**YOUR TASK**
Every entry should be returned unchanged, with the pictures omitted.

**DATA TO PROCESS**
Segment Open

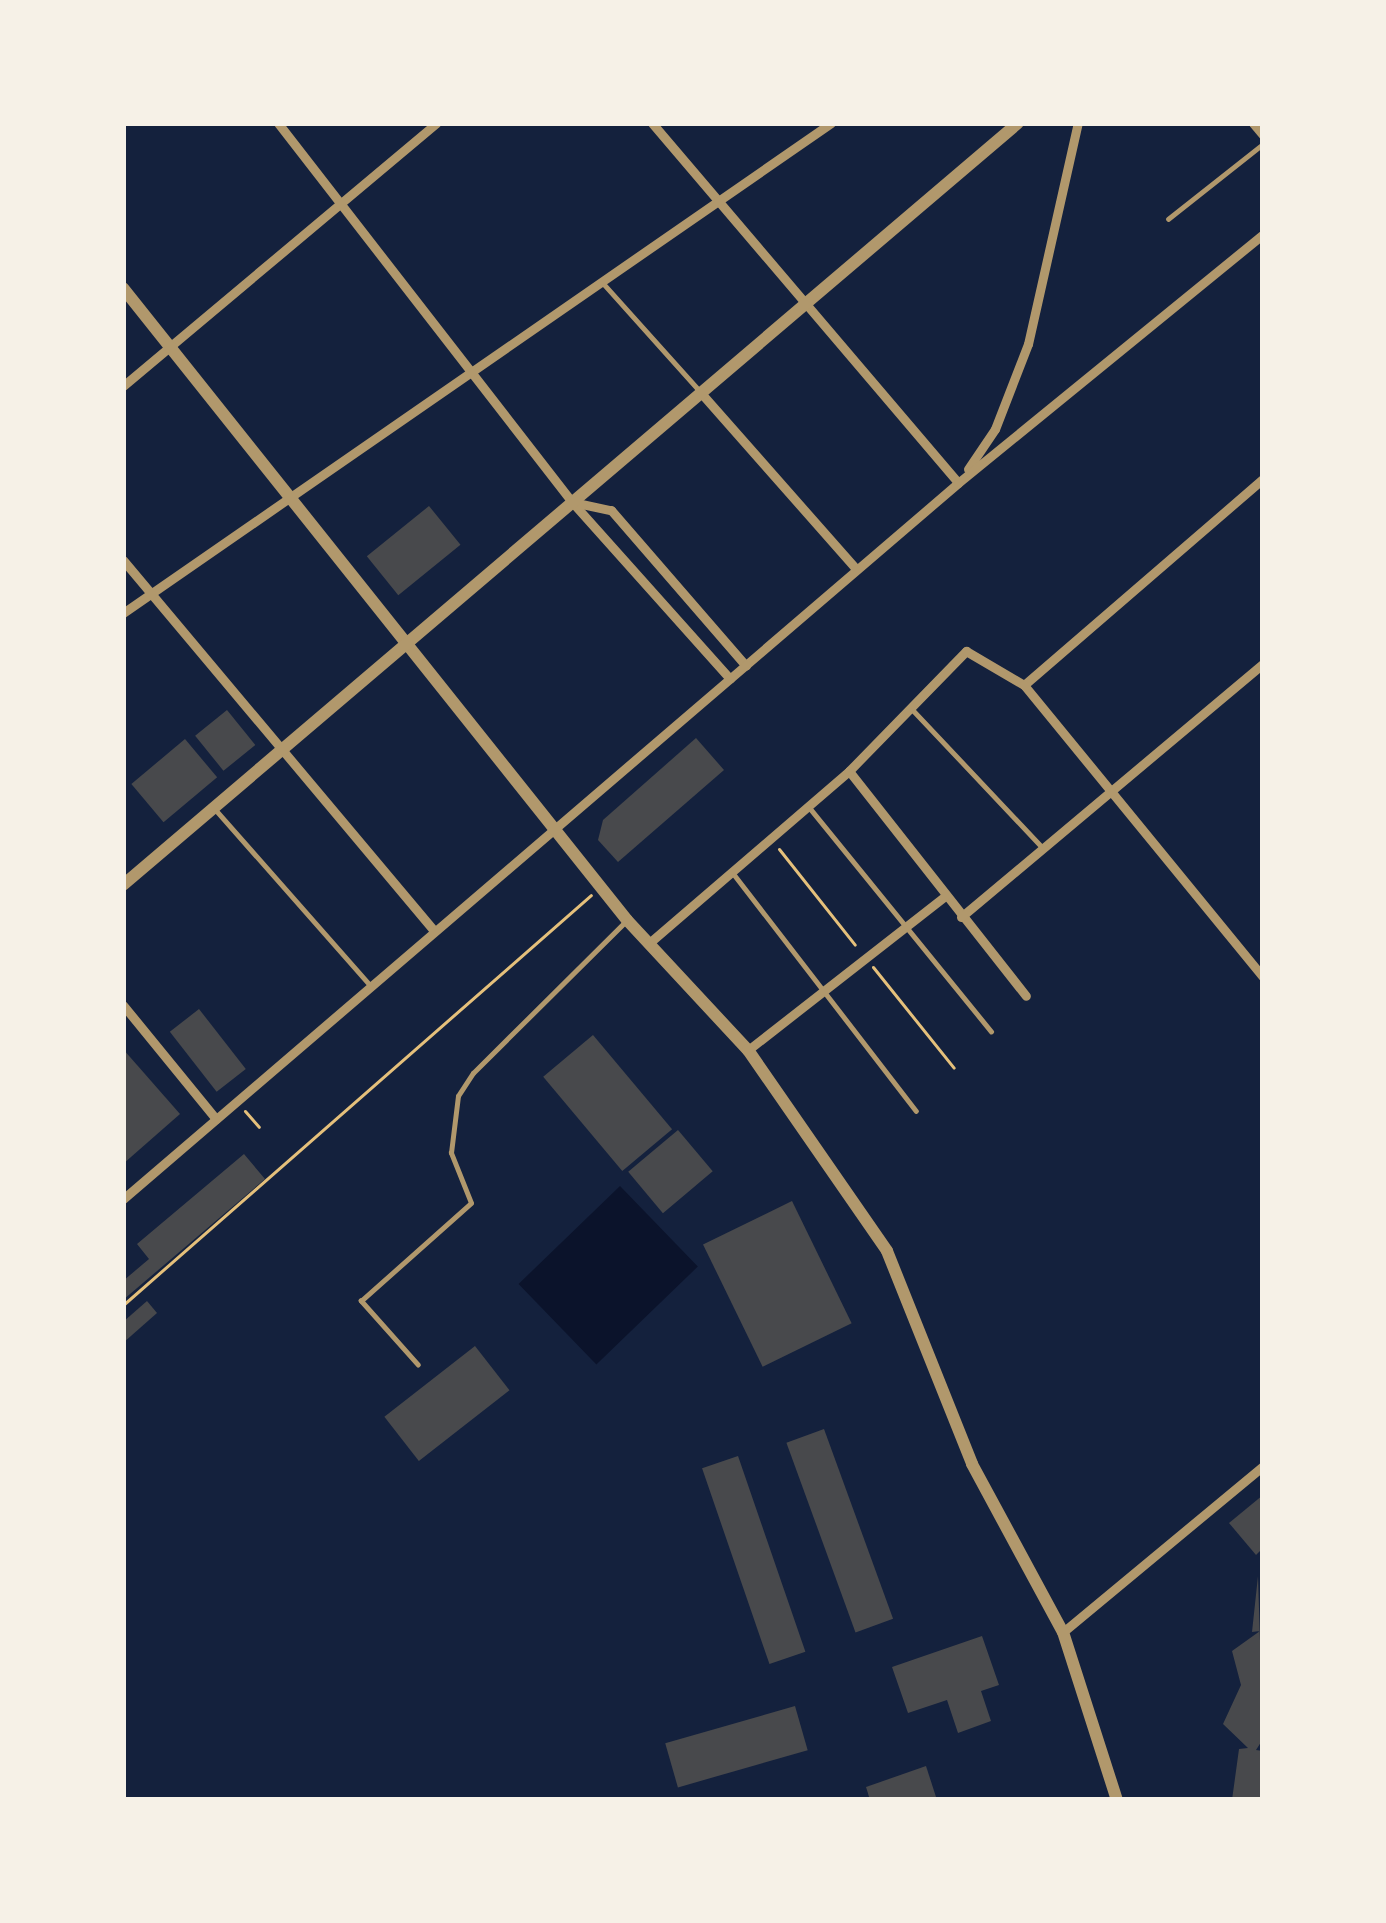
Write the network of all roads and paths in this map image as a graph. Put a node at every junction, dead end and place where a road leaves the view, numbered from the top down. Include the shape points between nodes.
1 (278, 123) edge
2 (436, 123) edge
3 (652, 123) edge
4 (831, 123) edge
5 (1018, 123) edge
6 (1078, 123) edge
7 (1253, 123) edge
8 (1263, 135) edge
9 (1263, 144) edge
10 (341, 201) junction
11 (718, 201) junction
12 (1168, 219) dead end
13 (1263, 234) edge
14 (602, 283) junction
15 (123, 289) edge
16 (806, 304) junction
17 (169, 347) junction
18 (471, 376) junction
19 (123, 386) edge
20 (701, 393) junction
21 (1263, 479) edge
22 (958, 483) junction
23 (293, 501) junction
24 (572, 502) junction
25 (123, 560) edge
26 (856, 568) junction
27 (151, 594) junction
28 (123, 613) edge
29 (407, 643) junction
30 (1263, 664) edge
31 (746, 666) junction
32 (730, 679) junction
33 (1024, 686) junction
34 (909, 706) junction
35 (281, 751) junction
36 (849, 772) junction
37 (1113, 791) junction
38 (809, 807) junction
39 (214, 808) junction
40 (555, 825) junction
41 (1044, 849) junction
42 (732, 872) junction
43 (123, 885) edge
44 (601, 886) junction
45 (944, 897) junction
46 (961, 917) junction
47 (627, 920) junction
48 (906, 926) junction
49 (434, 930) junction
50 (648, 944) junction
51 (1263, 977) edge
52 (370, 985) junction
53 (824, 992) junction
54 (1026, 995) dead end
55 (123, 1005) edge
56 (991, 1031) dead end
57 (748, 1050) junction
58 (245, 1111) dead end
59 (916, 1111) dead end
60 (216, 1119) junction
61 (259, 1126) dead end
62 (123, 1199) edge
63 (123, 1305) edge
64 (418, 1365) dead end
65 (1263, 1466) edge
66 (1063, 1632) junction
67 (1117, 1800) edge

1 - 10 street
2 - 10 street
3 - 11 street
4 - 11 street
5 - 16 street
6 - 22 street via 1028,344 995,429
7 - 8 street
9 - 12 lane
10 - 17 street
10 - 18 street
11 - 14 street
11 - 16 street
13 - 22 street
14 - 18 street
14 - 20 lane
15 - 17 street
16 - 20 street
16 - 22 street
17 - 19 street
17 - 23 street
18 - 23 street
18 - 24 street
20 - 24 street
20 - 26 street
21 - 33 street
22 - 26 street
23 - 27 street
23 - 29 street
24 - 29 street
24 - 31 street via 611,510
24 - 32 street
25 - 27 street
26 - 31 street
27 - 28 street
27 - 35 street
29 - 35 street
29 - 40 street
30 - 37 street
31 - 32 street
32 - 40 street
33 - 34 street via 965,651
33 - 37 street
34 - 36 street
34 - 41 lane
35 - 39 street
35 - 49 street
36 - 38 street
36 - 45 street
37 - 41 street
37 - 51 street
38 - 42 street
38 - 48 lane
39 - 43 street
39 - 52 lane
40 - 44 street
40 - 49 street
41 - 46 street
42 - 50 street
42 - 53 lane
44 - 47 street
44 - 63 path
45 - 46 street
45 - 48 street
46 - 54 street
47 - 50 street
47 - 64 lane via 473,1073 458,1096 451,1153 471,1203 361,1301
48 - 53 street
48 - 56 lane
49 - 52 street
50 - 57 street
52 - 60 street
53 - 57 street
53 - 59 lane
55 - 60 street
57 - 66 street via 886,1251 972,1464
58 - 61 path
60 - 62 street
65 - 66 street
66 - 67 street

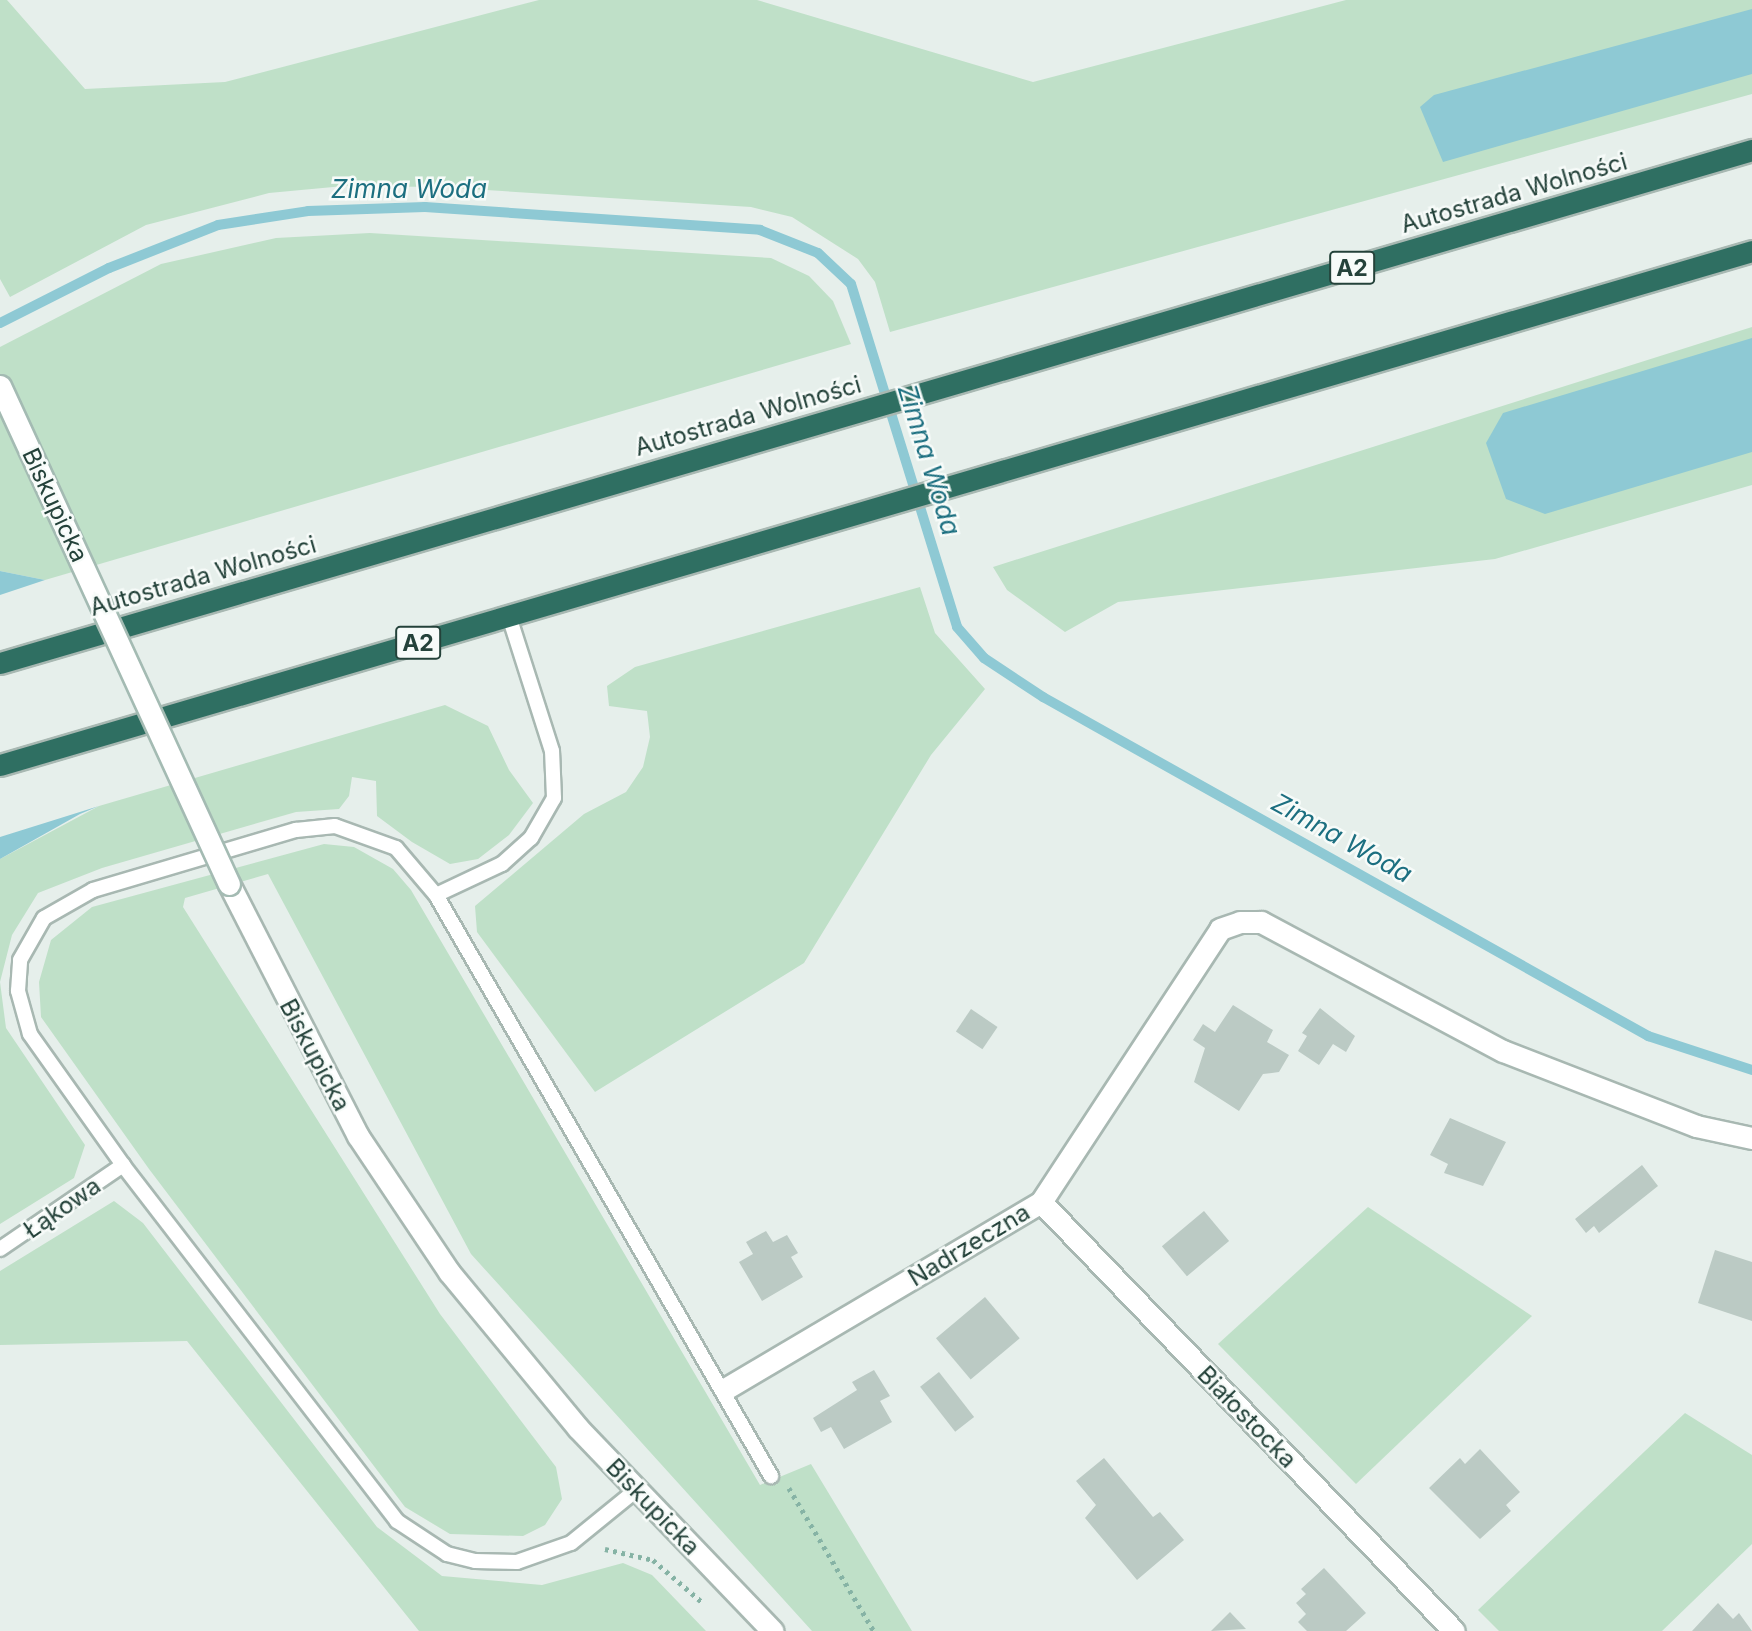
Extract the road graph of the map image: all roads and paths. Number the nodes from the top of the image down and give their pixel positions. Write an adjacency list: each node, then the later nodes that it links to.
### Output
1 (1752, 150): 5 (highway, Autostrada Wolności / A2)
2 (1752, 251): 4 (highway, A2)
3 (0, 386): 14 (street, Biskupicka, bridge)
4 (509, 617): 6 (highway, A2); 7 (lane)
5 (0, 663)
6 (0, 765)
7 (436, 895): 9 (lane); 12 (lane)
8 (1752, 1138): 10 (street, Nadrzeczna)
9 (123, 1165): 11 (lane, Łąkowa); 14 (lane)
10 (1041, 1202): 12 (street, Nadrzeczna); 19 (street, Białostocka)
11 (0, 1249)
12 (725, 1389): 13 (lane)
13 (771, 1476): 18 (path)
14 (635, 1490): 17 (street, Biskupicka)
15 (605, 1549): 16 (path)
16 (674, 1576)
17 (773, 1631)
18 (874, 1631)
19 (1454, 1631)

Segment Closed

**EXERCISE RESPONSE**
Write the network of all roads and paths in this map image as a graph. Put a node at every junction, dead end and place where a road leaves the view, numbered from the top down. Include the shape points between nodes.
1 (278, 123) edge
2 (436, 123) edge
3 (652, 123) edge
4 (831, 123) edge
5 (1018, 123) edge
6 (1078, 123) edge
7 (1253, 123) edge
8 (1263, 135) edge
9 (1263, 144) edge
10 (341, 201) junction
11 (718, 201) junction
12 (1168, 219) dead end
13 (1263, 234) edge
14 (602, 283) junction
15 (123, 289) edge
16 (806, 304) junction
17 (169, 347) junction
18 (471, 376) junction
19 (123, 386) edge
20 (701, 393) junction
21 (1263, 479) edge
22 (958, 483) junction
23 (293, 501) junction
24 (572, 502) junction
25 (123, 560) edge
26 (856, 568) junction
27 (151, 594) junction
28 (123, 613) edge
29 (407, 643) junction
30 (1263, 664) edge
31 (746, 666) junction
32 (730, 679) junction
33 (1024, 686) junction
34 (909, 706) junction
35 (281, 751) junction
36 (849, 772) junction
37 (1113, 791) junction
38 (809, 807) junction
39 (214, 808) junction
40 (555, 825) junction
41 (1044, 849) junction
42 (732, 872) junction
43 (123, 885) edge
44 (601, 886) junction
45 (944, 897) junction
46 (961, 917) junction
47 (627, 920) junction
48 (906, 926) junction
49 (434, 930) junction
50 (648, 944) junction
51 (1263, 977) edge
52 (370, 985) junction
53 (824, 992) junction
54 (1026, 995) dead end
55 (123, 1005) edge
56 (991, 1031) dead end
57 (748, 1050) junction
58 (245, 1111) dead end
59 (916, 1111) dead end
60 (216, 1119) junction
61 (259, 1126) dead end
62 (123, 1199) edge
63 (123, 1305) edge
64 (418, 1365) dead end
65 (1263, 1466) edge
66 (1063, 1632) junction
67 (1117, 1800) edge

1 - 10 street
2 - 10 street
3 - 11 street
4 - 11 street
5 - 16 street
6 - 22 street via 1028,344 995,429
7 - 8 street
9 - 12 lane
10 - 17 street
10 - 18 street
11 - 14 street
11 - 16 street
13 - 22 street
14 - 18 street
14 - 20 lane
15 - 17 street
16 - 20 street
16 - 22 street
17 - 19 street
17 - 23 street
18 - 23 street
18 - 24 street
20 - 24 street
20 - 26 street
21 - 33 street
22 - 26 street
23 - 27 street
23 - 29 street
24 - 29 street
24 - 31 street via 611,510
24 - 32 street
25 - 27 street
26 - 31 street
27 - 28 street
27 - 35 street
29 - 35 street
29 - 40 street
30 - 37 street
31 - 32 street
32 - 40 street
33 - 34 street via 965,651
33 - 37 street
34 - 36 street
34 - 41 lane
35 - 39 street
35 - 49 street
36 - 38 street
36 - 45 street
37 - 41 street
37 - 51 street
38 - 42 street
38 - 48 lane
39 - 43 street
39 - 52 lane
40 - 44 street
40 - 49 street
41 - 46 street
42 - 50 street
42 - 53 lane
44 - 47 street
44 - 63 path
45 - 46 street
45 - 48 street
46 - 54 street
47 - 50 street
47 - 64 lane via 473,1073 458,1096 451,1153 471,1203 361,1301
48 - 53 street
48 - 56 lane
49 - 52 street
50 - 57 street
52 - 60 street
53 - 57 street
53 - 59 lane
55 - 60 street
57 - 66 street via 886,1251 972,1464
58 - 61 path
60 - 62 street
65 - 66 street
66 - 67 street

Extract the road graph of the map image: all roads and paths. Number the nodes from the top of the image down and give their pixel positions. Write an adjacency list: each node, then the later nodes that it links to.
### Output
1 (1752, 150): 5 (highway, Autostrada Wolności / A2)
2 (1752, 251): 4 (highway, A2)
3 (0, 386): 14 (street, Biskupicka, bridge)
4 (509, 617): 6 (highway, A2); 7 (lane)
5 (0, 663)
6 (0, 765)
7 (436, 895): 9 (lane); 12 (lane)
8 (1752, 1138): 10 (street, Nadrzeczna)
9 (123, 1165): 11 (lane, Łąkowa); 14 (lane)
10 (1041, 1202): 12 (street, Nadrzeczna); 19 (street, Białostocka)
11 (0, 1249)
12 (725, 1389): 13 (lane)
13 (771, 1476): 18 (path)
14 (635, 1490): 17 (street, Biskupicka)
15 (605, 1549): 16 (path)
16 (674, 1576)
17 (773, 1631)
18 (874, 1631)
19 (1454, 1631)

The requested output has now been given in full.